- YOUR TASK -
Which lines in the entries below contain the string "Putih"? Show each of them in full.
>>
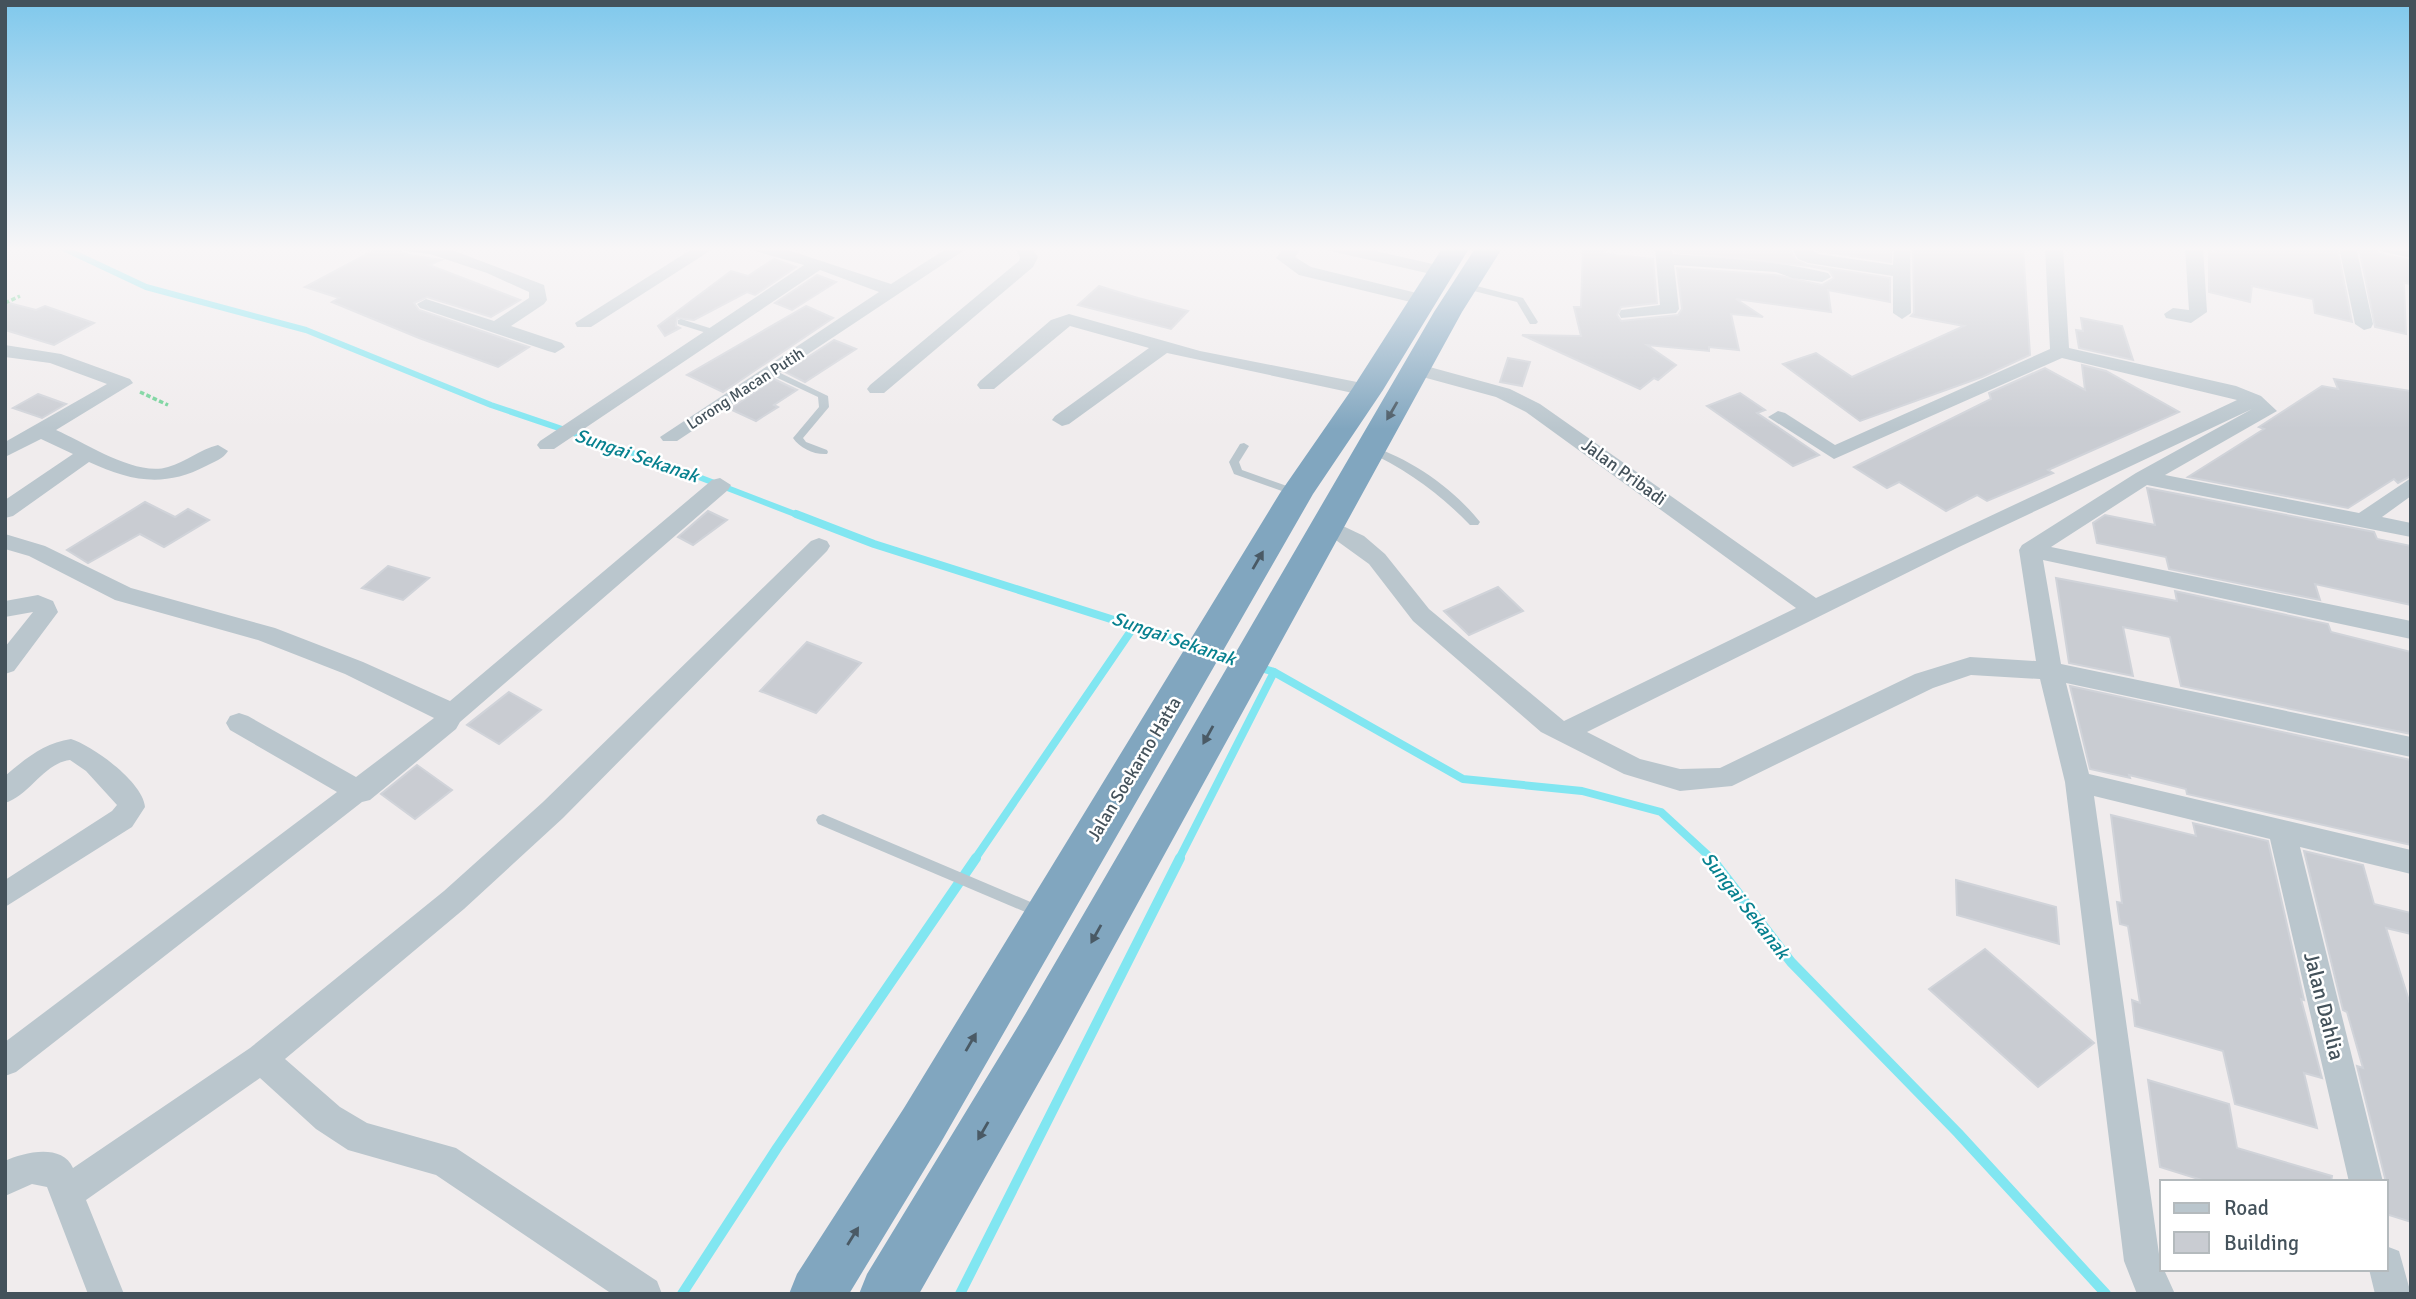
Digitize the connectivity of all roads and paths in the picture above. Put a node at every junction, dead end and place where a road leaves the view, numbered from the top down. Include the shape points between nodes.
1 (437, 308) edge
2 (527, 308) edge
3 (609, 308) edge
4 (750, 308) edge
5 (866, 308) edge
6 (974, 308) edge
7 (1418, 308) edge
8 (1439, 308) edge
9 (1525, 308) edge
10 (1669, 308) edge
11 (1902, 308) edge
12 (2057, 308) edge
13 (2198, 308) edge
14 (2360, 308) edge
15 (1902, 313) dead end
16 (1628, 314) dead end
17 (2173, 314) dead end
18 (681, 321) dead end
19 (1533, 322) dead end
20 (584, 323) dead end
21 (2364, 324) dead end
22 (496, 328) junction
23 (713, 332) junction
24 (1165, 345) junction
25 (555, 347) dead end
26 (5, 351) edge
27 (2060, 352) junction
28 (1415, 369) junction
29 (770, 371) junction
30 (123, 383) junction
31 (987, 385) dead end
32 (877, 389) dead end
33 (1367, 390) junction
34 (2254, 400) junction
35 (168, 405) dead end
36 (1778, 417) dead end
37 (1062, 420) dead end
38 (40, 431) junction
39 (670, 438) dead end
40 (550, 443) dead end
41 (1244, 446) dead end
42 (1370, 449) junction
43 (5, 451) edge
44 (218, 451) dead end
45 (822, 452) dead end
46 (86, 454) junction
47 (2144, 478) junction
48 (720, 485) dead end
49 (2411, 485) edge
50 (1297, 493) junction
51 (5, 511) edge
52 (2362, 521) junction
53 (1474, 522) dead end
54 (1326, 525) junction
55 (2411, 530) edge
56 (5, 541) edge
57 (818, 546) dead end
58 (2030, 550) junction
59 (5, 608) edge
60 (1816, 610) junction
61 (2411, 630) edge
62 (5, 665) edge
63 (1220, 669) junction
64 (2050, 671) junction
65 (448, 716) junction
66 (239, 723) dead end
67 (1564, 732) junction
68 (2411, 747) edge
69 (2078, 782) junction
70 (360, 792) junction
71 (5, 793) edge
72 (823, 820) dead end
73 (2282, 831) junction
74 (2411, 862) edge
75 (5, 895) edge
76 (1046, 914) junction
77 (261, 1059) junction
78 (5, 1060) edge
79 (5, 1179) edge
80 (2367, 1180) edge
81 (66, 1193) junction
82 (2388, 1271) edge
83 (2158, 1292) dead end
84 (106, 1294) edge
85 (644, 1294) edge
86 (817, 1294) edge
87 (887, 1294) edge
88 (2393, 1294) edge

1 - 22 street
2 - 22 street
3 - 20 street
4 - 23 street
5 - 29 street, Lorong Macan Putih
6 - 32 street
7 - 33 highway, Jalan Soekarno Hatta
8 - 28 highway, Jalan Soekarno Hatta
9 - 19 lane
10 - 16 street
11 - 15 street
12 - 27 street
13 - 17 street via 2191,317
14 - 21 street
18 - 23 lane
22 - 25 street
23 - 40 street
24 - 31 street via 1076,320 1065,321
24 - 33 street via 1198,356
24 - 37 street
26 - 30 street via 54,358
27 - 34 street via 2229,390
27 - 36 street via 1834,453
28 -> 42 highway, Jalan Soekarno Hatta
28 - 60 street, Jalan Pribadi via 1503,393 1534,408
29 - 39 street, Lorong Macan Putih
29 - 45 lane via 823,396 824,407 799,438 802,444
30 - 35 path
30 - 38 street
33 - 50 highway, Jalan Soekarno Hatta
34 - 47 street via 2265,413
34 - 60 street
38 - 43 street
38 - 46 street
41 - 50 lane via 1234,462 1238,472
42 - 53 lane via 1420,474
42 - 54 highway, Jalan Soekarno Hatta
44 - 46 street via 158,476
46 - 51 street
47 - 52 street
47 - 58 street
48 - 65 street
49 - 52 street
63 -> 50 highway, Jalan Soekarno Hatta via 1224,619
52 - 55 street
54 - 63 highway, Jalan Soekarno Hatta via 1267,632
54 - 67 street via 1377,559 1421,615 1549,725
56 - 65 street via 37,551 123,594 266,634 354,668 445,710
57 - 77 street via 543,819 454,900
58 - 61 street
58 - 64 street
59 - 62 street via 38,603 46,612
60 - 67 street
63 - 76 highway, Jalan Soekarno Hatta
63 -> 87 highway, Jalan Soekarno Hatta via 1043,1029
64 - 67 street via 1970,666 1947,671 1739,773 1707,782 1633,767
64 - 68 street
64 - 69 street
65 - 70 street via 447,722
66 - 70 street
69 - 73 street
69 - 83 street via 2142,1261
70 - 78 street
71 - 75 street via 49,753 71,748 87,755 131,802 122,819
72 - 76 lane
73 - 74 street
73 - 80 street, Jalan Dahlia
86 -> 76 highway, Jalan Soekarno Hatta
77 - 81 street
77 - 85 street via 328,1118 360,1138 444,1160
79 - 81 street via 29,1166 44,1166 59,1175
81 - 84 street
82 - 88 street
<<
- OUTPUT OF THE TASK -
5 - 29 street, Lorong Macan Putih
29 - 39 street, Lorong Macan Putih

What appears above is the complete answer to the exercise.